Court Opinion

ID: 8746535
Source: CourtListenerOpinion
Date Created: 2022-11-26 11:09:11.089856+00
Date Added: 2024-06-11T17:00:42.363319
License: Public Domain

COXE, District Judge
(orally). It seems to be conceded that the importations here consist of lemons cut in two and thrown into casks of brine, and that when the merchandise reaches this country a certain portion of the pulp of the lemon has come out or, as the only witness on the subject expressed it, “sloughed away”; in other words, the pulp has left the half of the lemon where it was in the port of export. I think the question must be determined having reference to the character of the merchandise when it enters this country. The collector can only concern himself with the merchandise that reaches this port. The question is wliat is the importer seeking to introduce into the United States ? It seems to me very clear that he has not imported a lemon or two halves of a lemon, because the fruit, the fruity part, has been destroyed during the voyage, and what actually enters here is the peel, or perhaps more properly the rind, of the lemon. That which makes the lemon a fruit is gone and nothing is left to be utilized but the lemon peel.

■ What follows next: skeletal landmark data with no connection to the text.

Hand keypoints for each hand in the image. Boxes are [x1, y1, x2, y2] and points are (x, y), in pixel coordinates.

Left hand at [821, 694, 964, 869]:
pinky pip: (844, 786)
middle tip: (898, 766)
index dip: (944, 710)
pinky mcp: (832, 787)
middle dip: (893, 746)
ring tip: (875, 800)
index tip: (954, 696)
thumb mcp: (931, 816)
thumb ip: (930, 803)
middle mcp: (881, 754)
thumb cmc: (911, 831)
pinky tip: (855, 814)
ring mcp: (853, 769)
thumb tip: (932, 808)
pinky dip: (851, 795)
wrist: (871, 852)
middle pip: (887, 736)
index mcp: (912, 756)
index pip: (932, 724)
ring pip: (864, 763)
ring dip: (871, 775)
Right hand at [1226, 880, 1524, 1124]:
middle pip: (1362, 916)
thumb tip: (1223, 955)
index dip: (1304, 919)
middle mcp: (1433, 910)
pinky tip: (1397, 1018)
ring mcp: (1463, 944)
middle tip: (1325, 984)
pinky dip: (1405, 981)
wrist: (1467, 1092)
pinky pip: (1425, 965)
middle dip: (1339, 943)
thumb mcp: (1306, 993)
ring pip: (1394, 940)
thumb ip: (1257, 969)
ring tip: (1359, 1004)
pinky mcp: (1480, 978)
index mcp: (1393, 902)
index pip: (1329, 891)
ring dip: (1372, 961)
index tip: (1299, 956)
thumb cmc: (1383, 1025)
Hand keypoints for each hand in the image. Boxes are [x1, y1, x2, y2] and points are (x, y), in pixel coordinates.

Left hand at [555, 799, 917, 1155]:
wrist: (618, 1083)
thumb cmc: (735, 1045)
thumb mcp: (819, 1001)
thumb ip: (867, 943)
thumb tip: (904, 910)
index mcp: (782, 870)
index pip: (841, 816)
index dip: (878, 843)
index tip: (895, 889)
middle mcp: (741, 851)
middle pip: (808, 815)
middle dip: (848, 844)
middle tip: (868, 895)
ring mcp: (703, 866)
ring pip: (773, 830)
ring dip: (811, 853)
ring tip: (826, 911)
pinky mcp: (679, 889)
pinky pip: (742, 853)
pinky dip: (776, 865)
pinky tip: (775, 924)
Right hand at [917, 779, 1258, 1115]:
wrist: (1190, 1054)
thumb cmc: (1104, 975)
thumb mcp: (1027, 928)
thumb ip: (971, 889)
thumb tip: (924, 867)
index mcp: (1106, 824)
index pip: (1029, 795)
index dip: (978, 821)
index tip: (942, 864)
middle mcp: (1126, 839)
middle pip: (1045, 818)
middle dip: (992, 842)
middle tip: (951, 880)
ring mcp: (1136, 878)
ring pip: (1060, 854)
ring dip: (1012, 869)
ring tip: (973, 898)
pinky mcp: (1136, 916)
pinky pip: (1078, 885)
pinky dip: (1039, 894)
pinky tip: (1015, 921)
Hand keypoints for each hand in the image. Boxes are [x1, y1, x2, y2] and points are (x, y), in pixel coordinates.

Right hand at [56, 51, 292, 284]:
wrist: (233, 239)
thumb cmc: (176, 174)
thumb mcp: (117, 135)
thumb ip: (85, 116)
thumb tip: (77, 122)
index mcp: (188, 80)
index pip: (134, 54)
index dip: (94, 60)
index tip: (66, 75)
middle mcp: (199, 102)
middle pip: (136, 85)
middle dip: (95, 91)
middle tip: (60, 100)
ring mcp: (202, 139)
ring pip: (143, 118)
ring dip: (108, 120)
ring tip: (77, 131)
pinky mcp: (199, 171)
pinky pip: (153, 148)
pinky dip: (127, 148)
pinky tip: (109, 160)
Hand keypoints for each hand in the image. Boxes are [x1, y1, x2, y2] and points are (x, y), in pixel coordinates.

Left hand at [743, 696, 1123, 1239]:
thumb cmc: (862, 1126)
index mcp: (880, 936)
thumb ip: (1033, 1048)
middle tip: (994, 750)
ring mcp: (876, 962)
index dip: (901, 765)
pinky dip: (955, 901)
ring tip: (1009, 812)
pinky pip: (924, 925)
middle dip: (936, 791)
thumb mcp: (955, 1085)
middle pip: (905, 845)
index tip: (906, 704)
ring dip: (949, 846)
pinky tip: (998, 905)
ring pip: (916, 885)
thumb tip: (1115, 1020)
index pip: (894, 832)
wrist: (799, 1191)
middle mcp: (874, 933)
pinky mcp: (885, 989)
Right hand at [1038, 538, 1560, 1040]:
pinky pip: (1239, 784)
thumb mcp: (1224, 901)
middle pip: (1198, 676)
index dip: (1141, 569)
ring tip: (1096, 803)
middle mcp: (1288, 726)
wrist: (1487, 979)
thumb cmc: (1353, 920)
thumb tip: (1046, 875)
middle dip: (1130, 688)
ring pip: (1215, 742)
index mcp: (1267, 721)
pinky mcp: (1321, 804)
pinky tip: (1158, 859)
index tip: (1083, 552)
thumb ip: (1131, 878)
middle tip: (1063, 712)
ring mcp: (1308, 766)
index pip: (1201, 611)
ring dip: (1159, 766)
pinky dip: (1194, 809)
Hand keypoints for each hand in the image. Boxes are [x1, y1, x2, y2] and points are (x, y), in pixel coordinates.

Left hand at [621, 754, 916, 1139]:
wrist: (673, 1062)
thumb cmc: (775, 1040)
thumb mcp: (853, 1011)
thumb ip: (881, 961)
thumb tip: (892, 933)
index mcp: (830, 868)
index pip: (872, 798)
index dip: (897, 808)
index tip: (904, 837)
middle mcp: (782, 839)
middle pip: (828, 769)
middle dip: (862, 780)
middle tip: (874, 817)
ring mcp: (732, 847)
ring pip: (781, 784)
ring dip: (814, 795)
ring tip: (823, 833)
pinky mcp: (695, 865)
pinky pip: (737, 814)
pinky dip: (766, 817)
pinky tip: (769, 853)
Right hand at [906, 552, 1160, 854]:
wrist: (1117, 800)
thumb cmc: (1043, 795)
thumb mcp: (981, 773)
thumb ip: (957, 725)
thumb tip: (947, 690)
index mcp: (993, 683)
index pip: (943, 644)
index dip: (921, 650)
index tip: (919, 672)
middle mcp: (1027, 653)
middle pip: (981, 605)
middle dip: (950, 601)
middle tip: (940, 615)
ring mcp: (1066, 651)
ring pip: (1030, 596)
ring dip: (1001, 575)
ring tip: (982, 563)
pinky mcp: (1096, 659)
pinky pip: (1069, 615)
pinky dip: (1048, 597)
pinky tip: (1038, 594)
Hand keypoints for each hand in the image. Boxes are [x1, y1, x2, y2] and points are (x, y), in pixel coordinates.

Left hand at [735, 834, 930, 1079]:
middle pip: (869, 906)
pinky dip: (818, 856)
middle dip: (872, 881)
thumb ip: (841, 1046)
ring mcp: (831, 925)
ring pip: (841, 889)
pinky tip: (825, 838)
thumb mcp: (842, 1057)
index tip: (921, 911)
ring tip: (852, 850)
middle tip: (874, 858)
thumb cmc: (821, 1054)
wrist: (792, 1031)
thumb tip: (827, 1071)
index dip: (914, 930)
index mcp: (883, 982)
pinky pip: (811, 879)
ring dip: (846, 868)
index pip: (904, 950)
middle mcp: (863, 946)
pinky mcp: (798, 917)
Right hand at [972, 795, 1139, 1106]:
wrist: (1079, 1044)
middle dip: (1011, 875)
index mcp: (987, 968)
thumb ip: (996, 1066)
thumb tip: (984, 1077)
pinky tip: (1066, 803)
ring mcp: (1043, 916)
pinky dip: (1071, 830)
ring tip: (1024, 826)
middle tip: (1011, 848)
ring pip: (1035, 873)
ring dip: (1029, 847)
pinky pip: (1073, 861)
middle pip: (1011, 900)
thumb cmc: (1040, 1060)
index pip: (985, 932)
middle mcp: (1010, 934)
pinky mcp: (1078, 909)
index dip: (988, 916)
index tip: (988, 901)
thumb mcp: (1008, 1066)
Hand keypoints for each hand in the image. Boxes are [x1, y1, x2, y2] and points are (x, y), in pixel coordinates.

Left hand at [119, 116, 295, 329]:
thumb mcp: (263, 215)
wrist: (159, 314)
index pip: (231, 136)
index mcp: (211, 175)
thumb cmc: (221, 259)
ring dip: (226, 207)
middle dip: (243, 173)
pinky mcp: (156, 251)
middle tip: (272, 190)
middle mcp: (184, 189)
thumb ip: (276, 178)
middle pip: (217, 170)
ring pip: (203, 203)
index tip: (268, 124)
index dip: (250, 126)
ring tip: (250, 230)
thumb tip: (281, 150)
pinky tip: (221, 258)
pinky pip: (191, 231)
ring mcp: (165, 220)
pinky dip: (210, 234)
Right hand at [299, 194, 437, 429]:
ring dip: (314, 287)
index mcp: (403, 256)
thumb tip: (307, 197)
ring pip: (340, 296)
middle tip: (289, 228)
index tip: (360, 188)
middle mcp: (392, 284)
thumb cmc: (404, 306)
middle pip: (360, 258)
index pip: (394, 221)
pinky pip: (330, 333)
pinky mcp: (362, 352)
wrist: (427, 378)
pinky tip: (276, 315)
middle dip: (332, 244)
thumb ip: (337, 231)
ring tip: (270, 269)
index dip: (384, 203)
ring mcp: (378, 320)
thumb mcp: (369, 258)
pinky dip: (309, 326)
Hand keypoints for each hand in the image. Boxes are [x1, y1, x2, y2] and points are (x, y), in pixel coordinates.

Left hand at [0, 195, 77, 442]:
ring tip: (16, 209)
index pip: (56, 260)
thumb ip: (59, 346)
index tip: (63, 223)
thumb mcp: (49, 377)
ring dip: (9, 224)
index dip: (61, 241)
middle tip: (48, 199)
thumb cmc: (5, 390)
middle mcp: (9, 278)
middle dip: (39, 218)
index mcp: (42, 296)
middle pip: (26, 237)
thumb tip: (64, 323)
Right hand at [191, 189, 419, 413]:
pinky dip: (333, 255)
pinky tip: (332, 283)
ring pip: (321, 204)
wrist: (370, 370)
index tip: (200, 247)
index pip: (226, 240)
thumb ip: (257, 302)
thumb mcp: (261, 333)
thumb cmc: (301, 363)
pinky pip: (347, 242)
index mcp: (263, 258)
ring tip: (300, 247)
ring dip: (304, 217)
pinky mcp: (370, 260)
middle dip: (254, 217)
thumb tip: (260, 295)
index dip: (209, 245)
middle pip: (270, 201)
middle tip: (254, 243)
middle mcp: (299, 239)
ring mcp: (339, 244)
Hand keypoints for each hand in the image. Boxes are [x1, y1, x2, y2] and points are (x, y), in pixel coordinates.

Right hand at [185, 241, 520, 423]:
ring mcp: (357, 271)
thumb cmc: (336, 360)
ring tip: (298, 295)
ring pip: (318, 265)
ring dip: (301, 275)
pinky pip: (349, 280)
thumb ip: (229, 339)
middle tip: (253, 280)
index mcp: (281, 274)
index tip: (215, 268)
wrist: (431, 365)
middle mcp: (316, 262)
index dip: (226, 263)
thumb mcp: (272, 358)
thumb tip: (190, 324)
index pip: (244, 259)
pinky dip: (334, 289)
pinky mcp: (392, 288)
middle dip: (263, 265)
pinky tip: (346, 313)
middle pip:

The collector classified this merchandise under paragraph 267 of the tariff act of 1897, as “lemon peel, preserved”; but the importer insists that it is better described by paragraph 559 of the free list of the same act as “fruits in brine.” My impression is very strong that the collector’s paragraph ‘is a much clearer and more definite description. I do not see how it can be said that the rind of a lemon, the peel of a lemon, is a fruit. It is not a fruit; it is a lemon peel, preserved. It is clear that it was the intention of congress in paragraph 559 of this act to admit free of duty fruits as fruits, and not the mere peel or rind.
It follows that the decision of the board of appraisers should be affirmed.